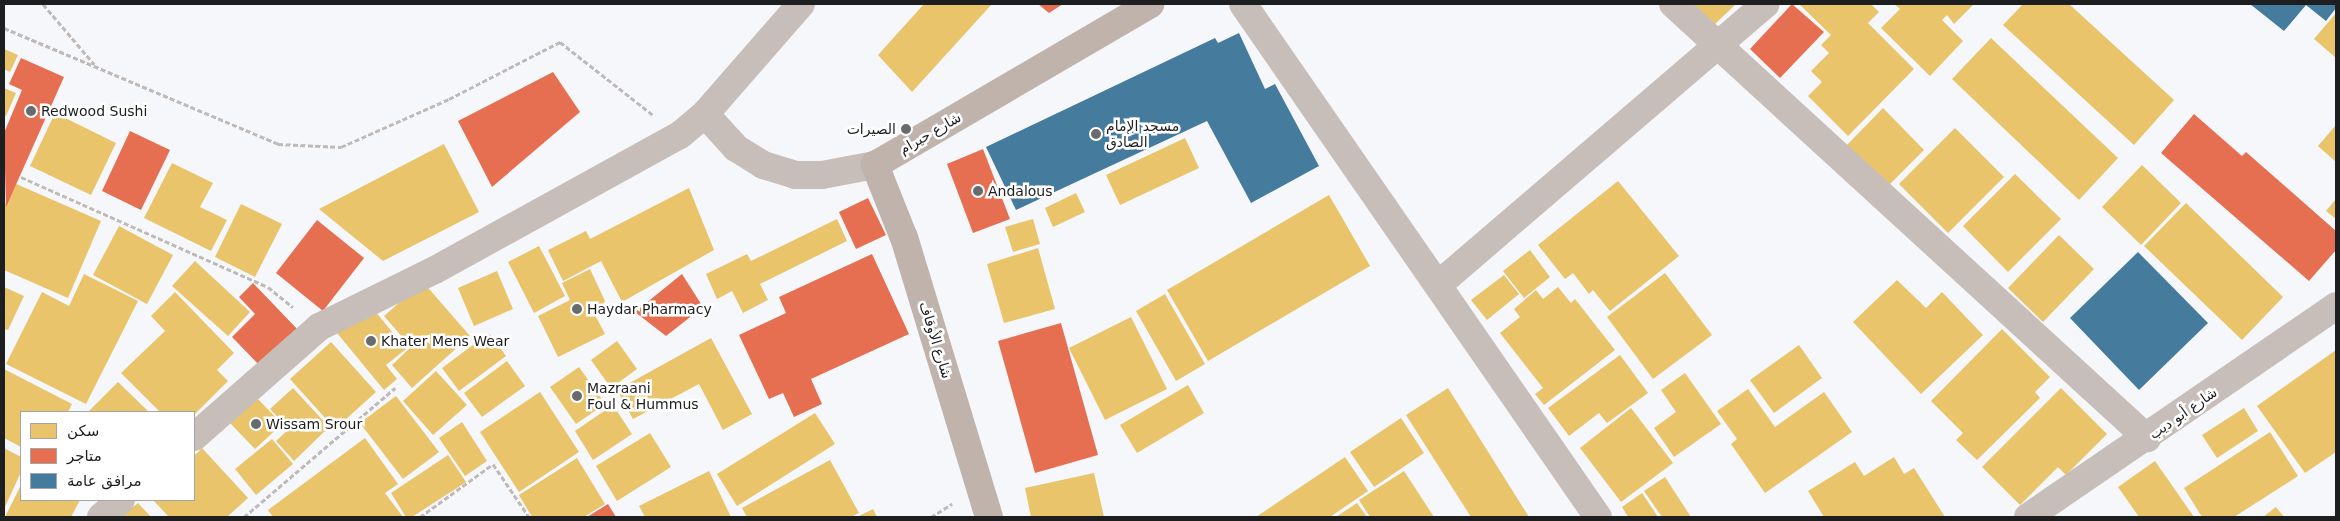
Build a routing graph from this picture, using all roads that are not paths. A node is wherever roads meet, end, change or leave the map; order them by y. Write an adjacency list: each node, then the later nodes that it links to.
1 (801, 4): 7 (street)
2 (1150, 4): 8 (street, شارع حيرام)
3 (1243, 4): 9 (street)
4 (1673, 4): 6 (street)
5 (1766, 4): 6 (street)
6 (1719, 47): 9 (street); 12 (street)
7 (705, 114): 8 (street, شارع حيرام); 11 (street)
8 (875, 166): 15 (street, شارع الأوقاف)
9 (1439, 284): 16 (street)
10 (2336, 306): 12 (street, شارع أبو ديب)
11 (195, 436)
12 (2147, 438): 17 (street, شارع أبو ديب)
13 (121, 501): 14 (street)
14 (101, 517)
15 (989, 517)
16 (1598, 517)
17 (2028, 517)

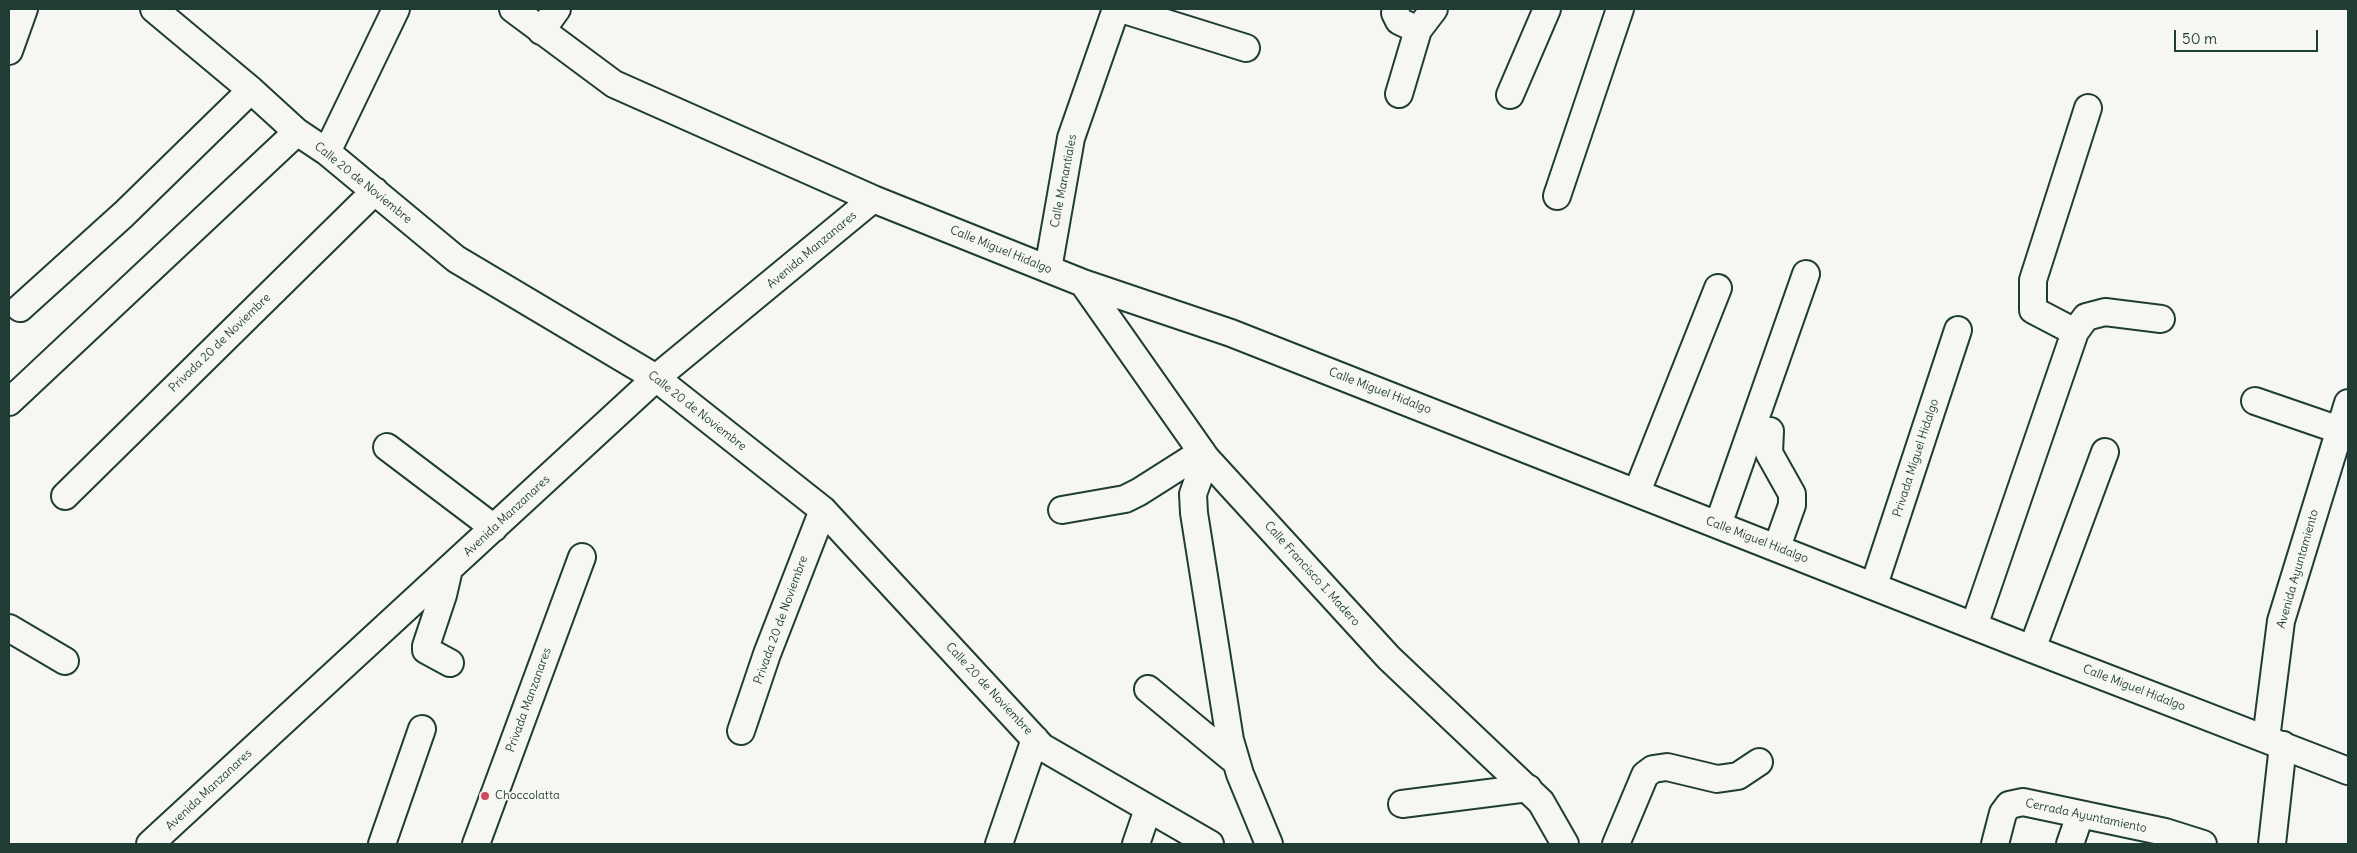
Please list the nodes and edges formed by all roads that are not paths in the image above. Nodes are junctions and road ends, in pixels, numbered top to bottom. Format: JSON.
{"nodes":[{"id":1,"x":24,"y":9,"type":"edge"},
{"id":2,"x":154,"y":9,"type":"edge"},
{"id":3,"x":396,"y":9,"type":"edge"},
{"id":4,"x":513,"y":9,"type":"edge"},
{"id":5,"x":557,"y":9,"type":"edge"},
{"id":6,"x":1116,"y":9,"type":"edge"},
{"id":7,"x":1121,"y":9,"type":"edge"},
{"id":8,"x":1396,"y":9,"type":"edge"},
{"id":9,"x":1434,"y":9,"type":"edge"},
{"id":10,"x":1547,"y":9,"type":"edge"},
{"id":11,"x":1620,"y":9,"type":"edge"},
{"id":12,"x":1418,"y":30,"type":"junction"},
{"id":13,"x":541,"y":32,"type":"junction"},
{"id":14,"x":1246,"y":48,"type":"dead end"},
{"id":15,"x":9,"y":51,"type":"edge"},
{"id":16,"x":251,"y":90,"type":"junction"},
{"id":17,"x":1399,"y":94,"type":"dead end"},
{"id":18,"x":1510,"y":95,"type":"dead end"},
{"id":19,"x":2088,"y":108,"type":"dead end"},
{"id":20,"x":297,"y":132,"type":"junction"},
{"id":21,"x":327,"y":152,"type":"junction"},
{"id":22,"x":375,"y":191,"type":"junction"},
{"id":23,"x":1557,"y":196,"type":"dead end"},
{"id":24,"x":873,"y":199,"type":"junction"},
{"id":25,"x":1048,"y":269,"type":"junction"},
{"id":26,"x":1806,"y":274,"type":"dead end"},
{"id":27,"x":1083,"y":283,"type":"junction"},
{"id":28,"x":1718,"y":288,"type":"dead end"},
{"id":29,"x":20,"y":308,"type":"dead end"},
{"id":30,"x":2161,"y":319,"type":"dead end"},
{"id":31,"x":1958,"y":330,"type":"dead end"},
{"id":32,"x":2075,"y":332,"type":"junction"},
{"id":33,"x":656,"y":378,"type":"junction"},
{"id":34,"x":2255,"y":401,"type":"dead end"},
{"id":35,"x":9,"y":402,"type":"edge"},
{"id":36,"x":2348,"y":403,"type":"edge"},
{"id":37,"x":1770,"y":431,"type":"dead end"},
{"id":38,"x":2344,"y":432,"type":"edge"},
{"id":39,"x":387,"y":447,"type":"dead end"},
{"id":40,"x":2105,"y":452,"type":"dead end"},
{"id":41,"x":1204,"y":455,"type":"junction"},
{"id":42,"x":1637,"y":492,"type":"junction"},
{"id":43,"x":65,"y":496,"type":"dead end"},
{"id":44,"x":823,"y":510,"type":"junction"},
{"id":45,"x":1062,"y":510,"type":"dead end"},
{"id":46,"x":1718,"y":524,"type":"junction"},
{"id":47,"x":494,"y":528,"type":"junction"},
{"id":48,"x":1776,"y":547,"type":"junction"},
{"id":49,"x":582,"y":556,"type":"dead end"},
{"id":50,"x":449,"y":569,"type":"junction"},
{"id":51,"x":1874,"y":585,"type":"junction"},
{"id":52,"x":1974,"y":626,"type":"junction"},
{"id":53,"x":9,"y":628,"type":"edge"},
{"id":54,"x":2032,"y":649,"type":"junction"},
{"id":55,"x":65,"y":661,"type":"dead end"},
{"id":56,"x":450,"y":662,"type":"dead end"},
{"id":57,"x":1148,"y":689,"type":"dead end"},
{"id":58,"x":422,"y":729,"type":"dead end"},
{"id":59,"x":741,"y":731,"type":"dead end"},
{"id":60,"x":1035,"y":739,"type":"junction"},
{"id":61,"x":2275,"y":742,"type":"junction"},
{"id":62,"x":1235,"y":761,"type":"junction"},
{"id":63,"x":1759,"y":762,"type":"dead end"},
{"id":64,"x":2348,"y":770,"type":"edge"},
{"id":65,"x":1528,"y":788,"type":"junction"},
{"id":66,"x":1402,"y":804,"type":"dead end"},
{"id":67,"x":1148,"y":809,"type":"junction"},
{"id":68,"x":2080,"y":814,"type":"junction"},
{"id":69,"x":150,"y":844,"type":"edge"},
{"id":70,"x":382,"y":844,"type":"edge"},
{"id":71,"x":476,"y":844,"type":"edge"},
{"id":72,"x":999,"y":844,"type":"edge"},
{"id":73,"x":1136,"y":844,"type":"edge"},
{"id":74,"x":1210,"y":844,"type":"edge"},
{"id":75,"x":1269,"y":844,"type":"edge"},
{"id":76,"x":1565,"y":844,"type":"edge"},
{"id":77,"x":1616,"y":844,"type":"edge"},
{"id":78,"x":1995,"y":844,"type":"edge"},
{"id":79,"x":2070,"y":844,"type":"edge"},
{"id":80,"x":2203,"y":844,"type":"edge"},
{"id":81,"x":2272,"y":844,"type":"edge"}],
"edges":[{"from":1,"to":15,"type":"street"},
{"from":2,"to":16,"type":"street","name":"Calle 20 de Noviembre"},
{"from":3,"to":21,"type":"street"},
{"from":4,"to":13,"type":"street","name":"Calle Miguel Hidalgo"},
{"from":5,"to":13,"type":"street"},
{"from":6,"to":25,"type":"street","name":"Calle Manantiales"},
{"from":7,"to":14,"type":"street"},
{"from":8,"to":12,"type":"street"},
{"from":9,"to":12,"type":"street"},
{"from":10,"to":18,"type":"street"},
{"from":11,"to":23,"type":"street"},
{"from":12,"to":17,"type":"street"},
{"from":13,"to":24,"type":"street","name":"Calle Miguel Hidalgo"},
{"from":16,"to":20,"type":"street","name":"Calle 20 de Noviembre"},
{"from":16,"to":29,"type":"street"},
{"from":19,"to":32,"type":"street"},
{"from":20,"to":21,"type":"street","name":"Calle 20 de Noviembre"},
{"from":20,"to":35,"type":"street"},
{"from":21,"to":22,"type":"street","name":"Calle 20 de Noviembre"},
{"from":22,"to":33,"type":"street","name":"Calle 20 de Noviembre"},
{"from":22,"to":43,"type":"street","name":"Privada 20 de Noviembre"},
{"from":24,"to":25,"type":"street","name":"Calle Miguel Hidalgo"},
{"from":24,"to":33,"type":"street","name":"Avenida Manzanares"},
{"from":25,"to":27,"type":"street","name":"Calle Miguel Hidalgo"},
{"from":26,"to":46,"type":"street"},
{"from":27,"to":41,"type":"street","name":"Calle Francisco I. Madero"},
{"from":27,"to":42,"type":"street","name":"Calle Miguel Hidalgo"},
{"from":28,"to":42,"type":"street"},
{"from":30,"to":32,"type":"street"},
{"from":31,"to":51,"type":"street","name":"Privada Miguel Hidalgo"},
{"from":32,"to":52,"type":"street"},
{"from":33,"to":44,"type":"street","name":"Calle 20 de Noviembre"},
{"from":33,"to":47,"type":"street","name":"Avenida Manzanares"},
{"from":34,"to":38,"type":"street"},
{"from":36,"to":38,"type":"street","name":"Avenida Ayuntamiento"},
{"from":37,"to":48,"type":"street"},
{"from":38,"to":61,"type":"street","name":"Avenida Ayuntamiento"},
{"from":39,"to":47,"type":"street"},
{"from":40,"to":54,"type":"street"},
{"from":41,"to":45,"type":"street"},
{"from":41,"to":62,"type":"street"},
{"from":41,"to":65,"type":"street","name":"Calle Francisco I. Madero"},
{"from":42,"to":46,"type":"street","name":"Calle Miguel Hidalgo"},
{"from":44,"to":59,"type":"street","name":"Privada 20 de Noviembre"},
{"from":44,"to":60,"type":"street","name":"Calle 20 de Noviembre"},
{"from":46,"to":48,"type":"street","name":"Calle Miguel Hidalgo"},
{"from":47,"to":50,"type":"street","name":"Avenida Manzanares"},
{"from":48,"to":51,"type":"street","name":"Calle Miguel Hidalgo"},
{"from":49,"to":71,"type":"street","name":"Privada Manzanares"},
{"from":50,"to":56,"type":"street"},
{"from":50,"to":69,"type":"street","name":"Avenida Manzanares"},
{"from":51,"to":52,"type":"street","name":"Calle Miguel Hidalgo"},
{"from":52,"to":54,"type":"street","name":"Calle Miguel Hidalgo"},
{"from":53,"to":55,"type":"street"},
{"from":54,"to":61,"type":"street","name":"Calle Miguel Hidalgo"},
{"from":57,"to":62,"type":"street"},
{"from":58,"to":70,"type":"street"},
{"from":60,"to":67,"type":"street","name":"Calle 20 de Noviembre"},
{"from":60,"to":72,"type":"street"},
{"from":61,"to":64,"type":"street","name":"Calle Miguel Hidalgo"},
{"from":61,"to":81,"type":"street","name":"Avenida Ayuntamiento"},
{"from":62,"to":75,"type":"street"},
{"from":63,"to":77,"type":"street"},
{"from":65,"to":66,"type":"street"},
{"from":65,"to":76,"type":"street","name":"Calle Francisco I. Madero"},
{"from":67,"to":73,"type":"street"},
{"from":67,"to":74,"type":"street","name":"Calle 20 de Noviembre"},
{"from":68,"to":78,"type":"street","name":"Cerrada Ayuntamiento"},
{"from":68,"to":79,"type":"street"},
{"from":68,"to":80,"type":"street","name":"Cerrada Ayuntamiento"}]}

..............................

_What needs to be done_
Total the lines of the data that include the word "Francisco", and give that total as the sole response.

_Task answer_
3